The decline in steelhead is happening even in rivers where runs of some salmon, such as wild coho, are returning at the highest levels scientists have seen since record-keeping began more than a half-century ago. Steelhead runs on Olympic Coast rivers appear strong, but pristine river systems in British Columbia are seeing declines.

It's hard to predict how long young steelhead will stay in fresh water before jetting out to the ocean, or how long they will remain in the ocean before returning home to spawn. The entire cycle may take as little as three years, or as many as seven if it happens at all.

Some steelhead can spawn rainbow trout, and vice versa, though scientists aren't sure what triggers the transition.
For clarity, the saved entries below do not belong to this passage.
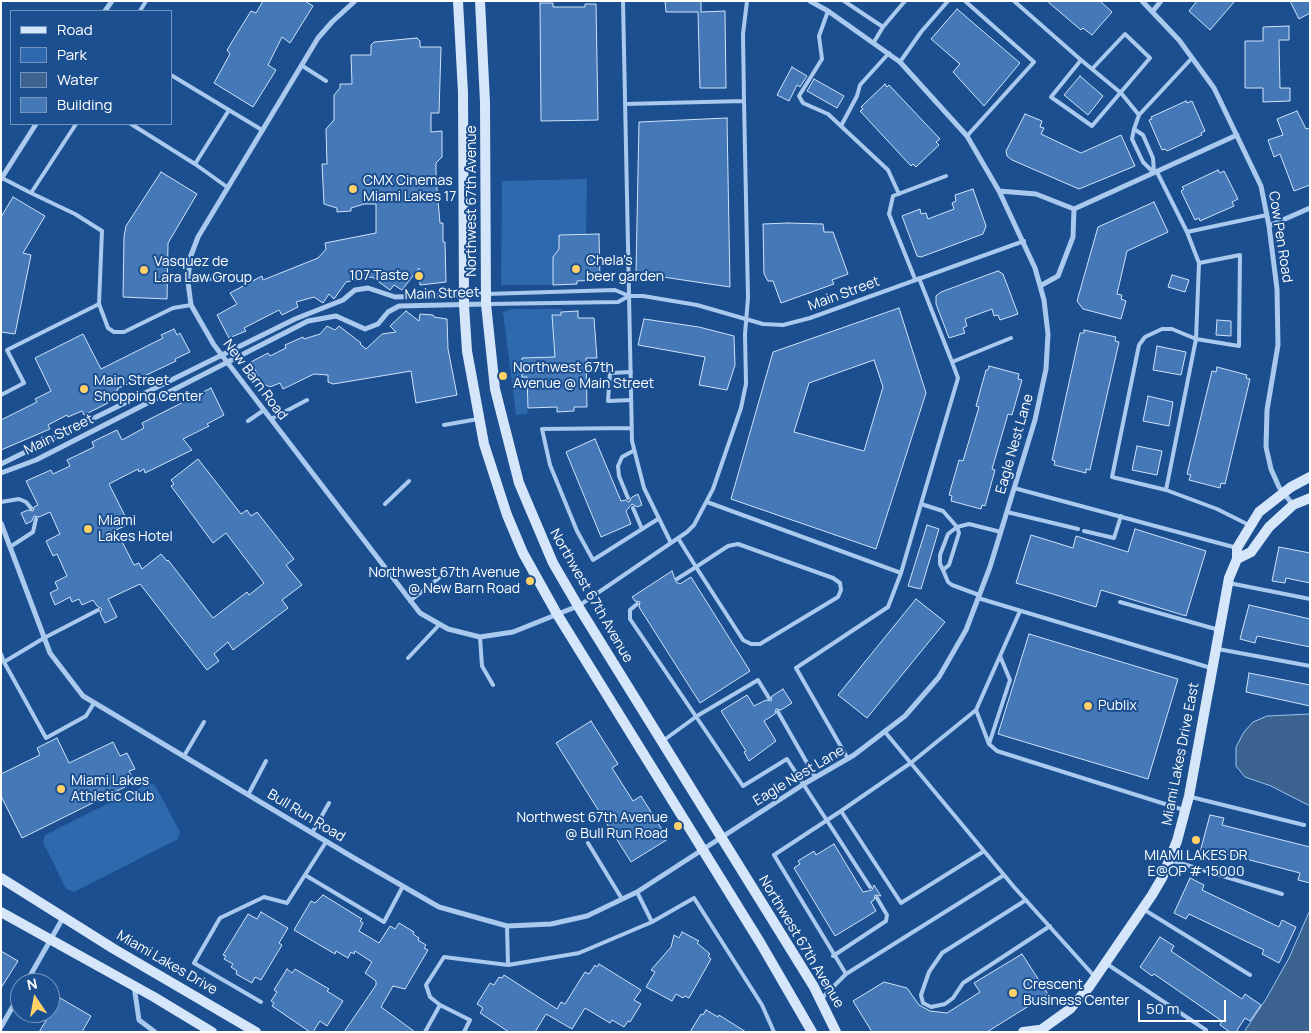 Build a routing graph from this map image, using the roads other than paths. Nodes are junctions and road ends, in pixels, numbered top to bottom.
1 (355, 1) edge
2 (458, 1) edge
3 (480, 1) edge
4 (623, 1) edge
5 (747, 1) edge
6 (810, 1) edge
7 (844, 1) edge
8 (905, 1) edge
9 (948, 1) edge
10 (965, 1) edge
11 (1014, 1) edge
12 (1142, 1) edge
13 (1161, 1) edge
14 (828, 10) junction
15 (1153, 11) junction
16 (883, 27) junction
17 (874, 42) junction
18 (889, 53) junction
19 (1192, 58) junction
20 (1081, 60) junction
21 (900, 62) junction
22 (301, 65) junction
23 (1092, 69) junction
24 (172, 76) edge
25 (326, 81) dead end
26 (1121, 93) junction
27 (744, 101) junction
28 (625, 104) junction
29 (229, 110) junction
30 (1139, 115) junction
31 (35, 125) edge
32 (75, 125) edge
33 (132, 125) edge
34 (841, 126) junction
35 (1134, 129) junction
36 (262, 130) junction
37 (1237, 135) junction
38 (967, 136) junction
39 (195, 164) junction
40 (1155, 172) junction
41 (946, 176) dead end
42 (1, 178) edge
43 (227, 187) junction
44 (999, 191) junction
45 (31, 193) junction
46 (899, 194) junction
47 (1310, 208) edge
48 (1074, 209) junction
49 (1267, 215) junction
50 (1269, 226) junction
51 (1187, 232) junction
52 (1024, 241) junction
53 (1199, 263) junction
54 (222, 277) dead end
55 (917, 279) junction
56 (188, 282) junction
57 (1040, 286) junction
58 (629, 296) junction
59 (464, 299) junction
60 (486, 299) junction
61 (99, 304) junction
62 (191, 306) junction
63 (747, 319) junction
64 (1011, 338) dead end
65 (1196, 339) junction
66 (221, 355) junction
67 (952, 362) junction
68 (228, 363) junction
69 (631, 372) junction
70 (1, 395) edge
71 (307, 400) dead end
72 (631, 400) junction
73 (264, 410) junction
74 (478, 418) junction
75 (271, 419) junction
76 (248, 421) dead end
77 (444, 425) dead end
78 (631, 428) junction
79 (633, 451) junction
80 (1, 464) edge
81 (1, 473) edge
82 (1310, 477) edge
83 (409, 481) dead end
84 (1014, 488) junction
85 (1166, 490) junction
86 (1282, 493) junction
87 (628, 498) dead end
88 (1310, 498) edge
89 (1, 502) edge
90 (707, 502) junction
91 (385, 504) dead end
92 (921, 504) junction
93 (1293, 505) junction
94 (31, 508) dead end
95 (633, 508) dead end
96 (1007, 512) junction
97 (1121, 516) junction
98 (36, 519) dead end
99 (658, 519) junction
100 (1, 523) edge
101 (1250, 526) junction
102 (957, 528) junction
103 (642, 529) junction
104 (1078, 529) dead end
105 (1084, 531) dead end
106 (1001, 532) junction
107 (678, 538) junction
108 (671, 543) junction
109 (10, 547) junction
110 (1237, 553) junction
111 (696, 567) junction
112 (943, 570) junction
113 (901, 573) junction
114 (439, 578) dead end
115 (677, 579) dead end
116 (1228, 583) junction
117 (979, 597) junction
118 (1310, 599) edge
119 (410, 601) junction
120 (1120, 602) dead end
121 (637, 604) dead end
122 (578, 606) junction
123 (98, 610) dead end
124 (1020, 610) junction
125 (557, 614) junction
126 (439, 624) junction
127 (1219, 631) junction
128 (480, 637) junction
129 (44, 638) junction
130 (1216, 648) junction
131 (1, 654) edge
132 (1000, 656) junction
133 (408, 658) dead end
134 (4, 662) junction
135 (1310, 666) edge
136 (1212, 668) junction
137 (493, 685) dead end
138 (769, 698) dead end
139 (94, 703) junction
140 (976, 710) junction
141 (778, 712) dead end
142 (697, 716) junction
143 (204, 722) dead end
144 (885, 732) junction
145 (662, 742) junction
146 (989, 744) junction
147 (184, 756) junction
148 (848, 759) junction
149 (266, 761) dead end
150 (912, 762) junction
151 (816, 777) junction
152 (804, 784) junction
153 (248, 795) junction
154 (1189, 796) junction
155 (328, 803) dead end
156 (841, 811) junction
157 (1185, 811) junction
158 (828, 819) junction
159 (1304, 825) dead end
160 (312, 833) junction
161 (722, 838) junction
162 (326, 842) junction
163 (588, 843) dead end
164 (703, 849) junction
165 (984, 851) junction
166 (1170, 860) junction
167 (305, 875) junction
168 (1004, 875) junction
169 (1, 878) edge
170 (403, 886) junction
171 (870, 887) dead end
172 (636, 892) junction
173 (1282, 894) dead end
174 (877, 898) dead end
175 (622, 899) junction
176 (1026, 900) junction
177 (1143, 909) junction
178 (1, 912) edge
179 (64, 916) junction
180 (652, 922) junction
181 (508, 926) junction
182 (1050, 926) junction
183 (52, 939) junction
184 (834, 956) junction
185 (1106, 962) junction
186 (508, 965) junction
187 (32, 973) edge
188 (846, 974) junction
189 (1250, 975) dead end
190 (1096, 977) junction
191 (134, 986) junction
192 (821, 999) junction
193 (261, 1002) dead end
194 (440, 1005) junction
195 (10, 1011) edge
196 (1, 1026) edge
197 (1206, 1030) dead end
198 (1039, 1031) edge
199 (155, 1032) edge
200 (212, 1032) edge
201 (256, 1032) edge
202 (425, 1032) edge
203 (464, 1032) edge
204 (774, 1032) edge
205 (812, 1032) edge
206 (836, 1032) edge
207 (1023, 1032) edge

1 - 22 street, New Barn Road
2 - 59 main road, Northwest 67th Avenue
3 - 60 main road, Northwest 67th Avenue
4 - 28 lane
5 - 27 lane
6 - 14 street, Eagle Nest Lane
7 - 16 lane
8 - 16 lane
9 - 21 lane
10 - 38 lane
11 - 20 lane
12 - 15 street, Cow Pen Road
13 - 15 street
14 - 17 street, Eagle Nest Lane
14 - 34 lane
15 - 19 street, Cow Pen Road
16 - 17 lane
17 - 18 street, Eagle Nest Lane
18 - 21 street, Eagle Nest Lane
18 - 34 lane
19 - 30 lane
19 - 37 street, Cow Pen Road
20 - 23 lane
20 - 26 lane
21 - 38 street, Eagle Nest Lane
22 - 25 lane
22 - 36 street, New Barn Road
23 - 26 lane
23 - 26 lane
24 - 29 lane
26 - 30 lane
27 - 28 lane
27 - 63 lane
28 - 58 lane
29 - 36 lane
29 - 39 lane
30 - 35 lane
31 - 42 street
32 - 45 lane
33 - 39 lane
34 - 46 lane
35 - 40 lane
35 - 40 lane
36 - 43 street, New Barn Road
37 - 40 street
37 - 49 street, Cow Pen Road
38 - 44 street, Eagle Nest Lane
39 - 43 lane
40 - 48 street
40 - 51 lane
41 - 46 lane
42 - 45 lane
43 - 56 street, New Barn Road
44 - 48 street
44 - 52 street, Eagle Nest Lane
45 - 61 lane
46 - 55 lane
47 - 50 street
48 - 57 street
49 - 50 street, Cow Pen Road
49 - 51 lane
50 - 86 street, Cow Pen Road
51 - 53 lane
52 - 55 lane, Main Street
52 - 57 street, Eagle Nest Lane
53 - 65 lane
53 - 65 lane
54 - 56 lane
55 - 63 lane, Main Street
55 - 67 lane
56 - 62 street, New Barn Road
57 - 84 street, Eagle Nest Lane
58 - 60 lane, Main Street
58 - 60 lane, Main Street
58 - 63 lane, Main Street
58 - 69 lane
59 - 60 street, Main Street
59 - 60 street, Main Street
59 - 66 street, Main Street
59 - 68 street, Main Street
59 - 74 main road, Northwest 67th Avenue
60 - 122 main road, Northwest 67th Avenue
61 - 62 lane
61 - 70 lane
62 - 66 street, New Barn Road
63 - 90 lane
64 - 67 lane
65 - 85 lane
65 - 85 lane
66 - 68 street, New Barn Road
66 - 80 street, Main Street
67 - 92 lane
68 - 73 street, New Barn Road
68 - 81 street, Main Street
69 - 72 lane
69 - 72 lane
71 - 75 lane
72 - 78 lane
73 - 75 street, New Barn Road
73 - 76 lane
74 - 77 lane
74 - 125 main road, Northwest 67th Avenue
75 - 119 street, New Barn Road
78 - 79 lane
78 - 103 lane
79 - 87 lane
79 - 99 lane
82 - 86 main road, Miami Lakes Drive East
83 - 91 lane
84 - 96 street, Eagle Nest Lane
84 - 97 lane
85 - 101 lane
86 - 93 street, Cow Pen Road
86 - 101 main road, Miami Lakes Drive East
88 - 93 main road
89 - 94 lane
90 - 107 lane
90 - 113 lane
92 - 102 lane
92 - 113 lane
93 - 110 main road
95 - 103 lane
96 - 104 lane
96 - 106 street, Eagle Nest Lane
97 - 105 lane
97 - 110 lane
98 - 109 lane
99 - 103 lane
99 - 108 lane
100 - 109 street, Bull Run Road
101 - 110 main road, Miami Lakes Drive East
102 - 106 lane
102 - 112 lane
102 - 112 lane
106 - 117 street, Eagle Nest Lane
107 - 108 lane
107 - 111 lane
108 - 122 lane
109 - 129 street, Bull Run Road
110 - 116 main road, Miami Lakes Drive East
111 - 111 lane
111 - 115 lane
112 - 117 lane
113 - 148 lane
114 - 119 lane
116 - 118 lane
116 - 127 main road, Miami Lakes Drive East
117 - 124 lane
117 - 144 street, Eagle Nest Lane
119 - 126 street, New Barn Road
120 - 127 lane
121 - 142 lane
122 - 125 street, New Barn Road
122 - 145 main road, Northwest 67th Avenue
123 - 129 lane
124 - 132 lane
124 - 136 lane
125 - 128 street, New Barn Road
125 - 164 main road, Northwest 67th Avenue
126 - 128 street, New Barn Road
126 - 133 lane
127 - 130 main road, Miami Lakes Drive East
128 - 137 lane
129 - 134 lane
129 - 139 street, Bull Run Road
130 - 135 lane
130 - 136 main road, Miami Lakes Drive East
131 - 134 lane
132 - 140 lane
132 - 146 lane
134 - 139 lane
136 - 154 main road, Miami Lakes Drive East
138 - 142 lane
139 - 147 street, Bull Run Road
140 - 146 lane
140 - 150 lane
141 - 151 lane
142 - 145 lane
142 - 152 lane
143 - 147 lane
144 - 148 street, Eagle Nest Lane
144 - 150 lane
145 - 161 main road, Northwest 67th Avenue
146 - 157 lane
147 - 153 street, Bull Run Road
148 - 151 street, Eagle Nest Lane
149 - 153 lane
150 - 156 lane
150 - 165 lane
151 - 152 street, Eagle Nest Lane
152 - 158 lane
152 - 161 street, Eagle Nest Lane
153 - 160 street, Bull Run Road
154 - 157 main road, Miami Lakes Drive East
154 - 159 lane
155 - 160 lane
156 - 158 lane
156 - 165 lane
157 - 166 main road, Miami Lakes Drive East
158 - 171 lane
158 - 184 lane
160 - 162 street, Bull Run Road
161 - 164 street, Eagle Nest Lane
161 - 192 main road, Northwest 67th Avenue
162 - 167 lane
162 - 170 street, Bull Run Road
163 - 175 lane
164 - 172 street, Bull Run Road
164 - 205 main road, Northwest 67th Avenue
165 - 168 lane
166 - 173 lane
166 - 177 main road, Miami Lakes Drive East
167 - 170 lane
167 - 193 lane
168 - 176 lane
168 - 188 lane
169 - 179 main road
170 - 181 street, Bull Run Road
172 - 175 street, Bull Run Road
172 - 180 lane
174 - 184 lane
175 - 181 street, Bull Run Road
176 - 182 lane
176 - 182 lane
177 - 185 main road, Miami Lakes Drive East
177 - 189 lane
178 - 183 main road
179 - 183 street
179 - 201 main road, Miami Lakes Drive
180 - 186 lane
180 - 204 lane
181 - 186 lane
182 - 190 lane
183 - 187 street
183 - 191 main road
184 - 188 lane
185 - 190 main road, Miami Lakes Drive East
185 - 197 lane
186 - 194 lane
188 - 192 lane
190 - 198 main road, Miami Lakes Drive East
191 - 199 street
191 - 200 main road
192 - 206 main road, Northwest 67th Avenue
194 - 202 lane
194 - 203 lane
195 - 196 street
198 - 207 main road, Miami Lakes Drive East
Steelhead have been known to travel great distances: Some fish that can be traced to Puget Sound have been found a few hundred miles off Japan. In the ocean, steelhead typically stay within 100 feet of the surface, while many salmon species live deeper.

Even when runs are healthy, there are typically far fewer steelhead than salmon in the rivers -- as few as one for every 100 chinook. Yet while steelhead often struggle when competing with other salmon species, strong runs of both coexisted through most of the 20th century.